No, it’s not a song by the B-52s, they only longed for a Love Shack, this vision is of a barn, no barns, full of love. And why not? If we are to fill up storage spaces with anything then why not with something that truly matters?
The parable of the man who receives an abundance from God (and rightly responds by deciding to eat, drink and be merry, by the way) and decides that it is a good idea to go out and rent another self storage unit or two is, if nothing else, a mirror for us to look into. A quick trip to Wikipedia was enough to confirm what I feared. Before the 1960s somehow we survived in America with self-storage units and by the end of 2009 we had the equivalent of three Manhattan Islands (2.35 billion square feet) under a roof available to store all the stuff that we somehow can’t find room nor use for in dwelling places! Seriously, if we do not feel grateful for what we already have, what makes us think we’d be happy with more?

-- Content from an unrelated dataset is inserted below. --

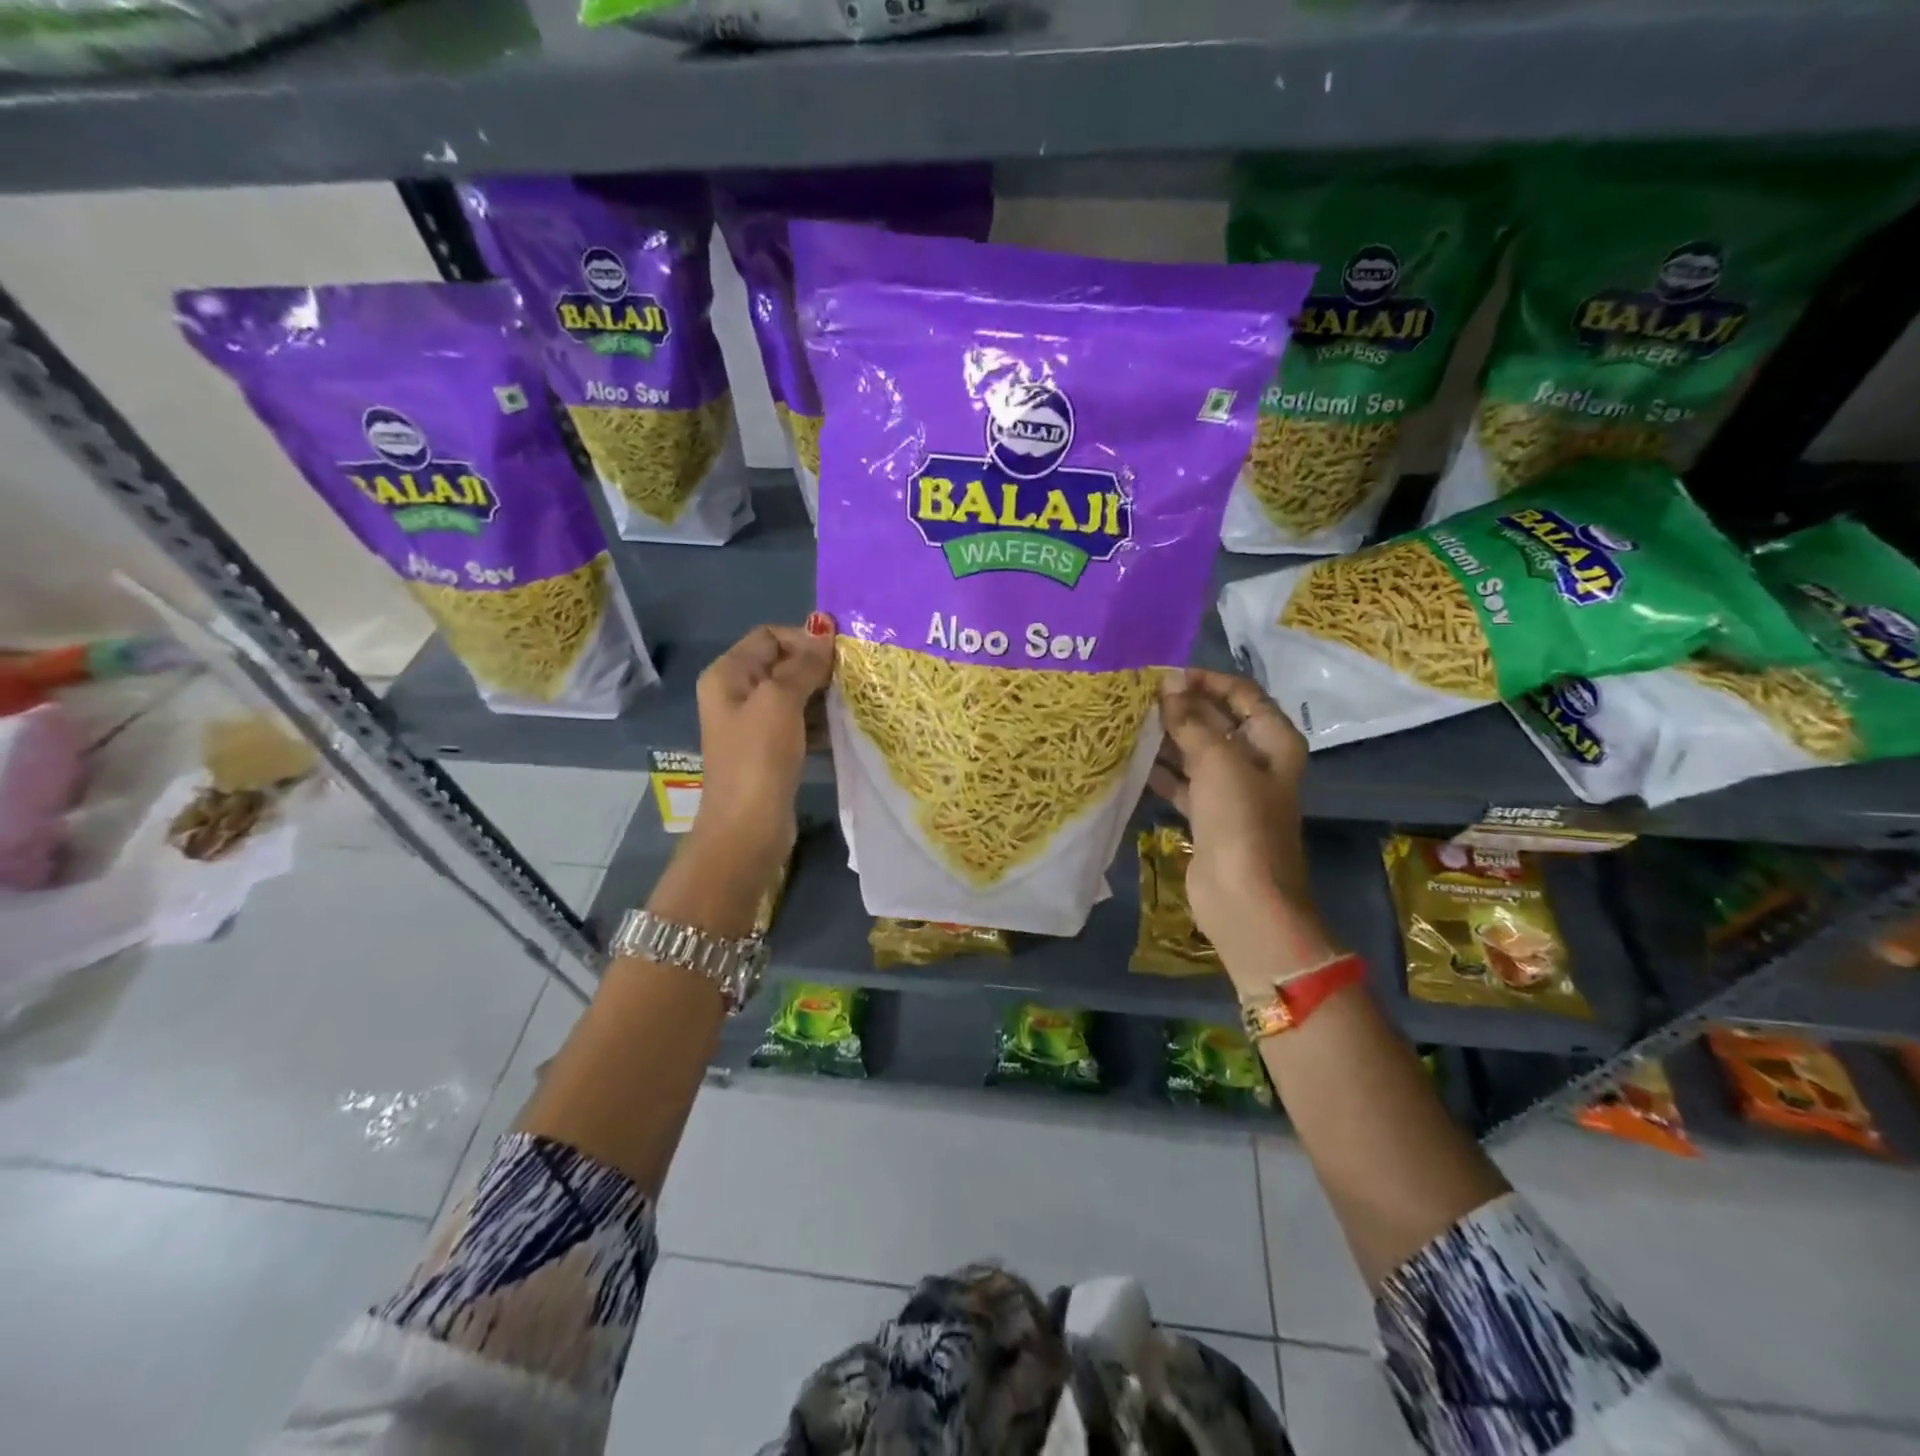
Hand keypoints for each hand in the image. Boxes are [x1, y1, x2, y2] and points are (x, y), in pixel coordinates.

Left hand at [690, 615, 834, 880]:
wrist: (748, 827)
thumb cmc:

The problem that tripped up the man in the parable is that he decided to be concerned for things outside of his control, certainly not least of which is time. When we concern ourselves with any (let alone the many) possibility that we choose or fear may occur tomorrow or some other time in the future we enter into the realm of life-taking worry. Seriously, what good is it to put something into storage for some future occasion? Now instead of finding use or enjoyment out the item it has become a worry. Will it be safe from harm? Will it be safe from theft? If it is intended to gain value, what if it doesn’t? That is not to say that planning ahead for that time when we won’t be able to provide for ourselves because we can no longer be productive as we are today isn’t prudent, but if it creates worry in the present, it will take away time from the future…literally. Jesus asks the rhetorical question how much time any of us can add by worrying. The truth is that worry not only doesn’t lengthen our lives, it shortens it. That is why we are to learn from the very much not kosher ravens. I can just picture Jesus trying to teach his disciples about leaning on God’s abundance and giving up worthless worrying, looking about for a metaphor when he spied some ravens cavorting in the sky. “Ah, what a great example,” he thinks to himself. These animals that eat carrion would be despised as unclean by his audience so by pointing out that part of how God makes their lives easier is by giving them dead things to eat surely would help his disciples see that God looks out for even these lowly creatures, then by all means God will take care of their needs. But there is the rub, we all too often want so much more than what we need! The gap between the two is a deep chasm filled with life-sapping worry.
The painful truth is that we do not know what day our life will be taken from us. Today provides us with an important reminder as we recall that day twelve years ago that began like any other normal day but ended in horror and death for a couple of thousand people in New York, Pennsylvania and Washington. Only those things that those souls saved in eternal storage survived that day. The memories of the happy times of their lives shared with loved ones was not taken away. The first identified victim that day was New York Fire Department Chaplain Mychal Judge. He died in the line of duty as he was offering care and comfort to the dead and dying in the World Trade Towers. Like so many other first responders that day, he did not hesitate to respond to the call to help. For he knew where his treasure was, and it was not here on earth. He also understood that love is something that is more than infinite, it is eternal. That is, love is outside of time. Not only does love never end (as the Apostle Paul eloquently told the church in Corinth in 1 Corinthians 13) but it has no beginning in time either. Love comes from God. In fact, God is love (and thus also love is God!) So we can trust that there is an endless supply and we can store up all the love we can without ever fearing running out of room in the Love Barns!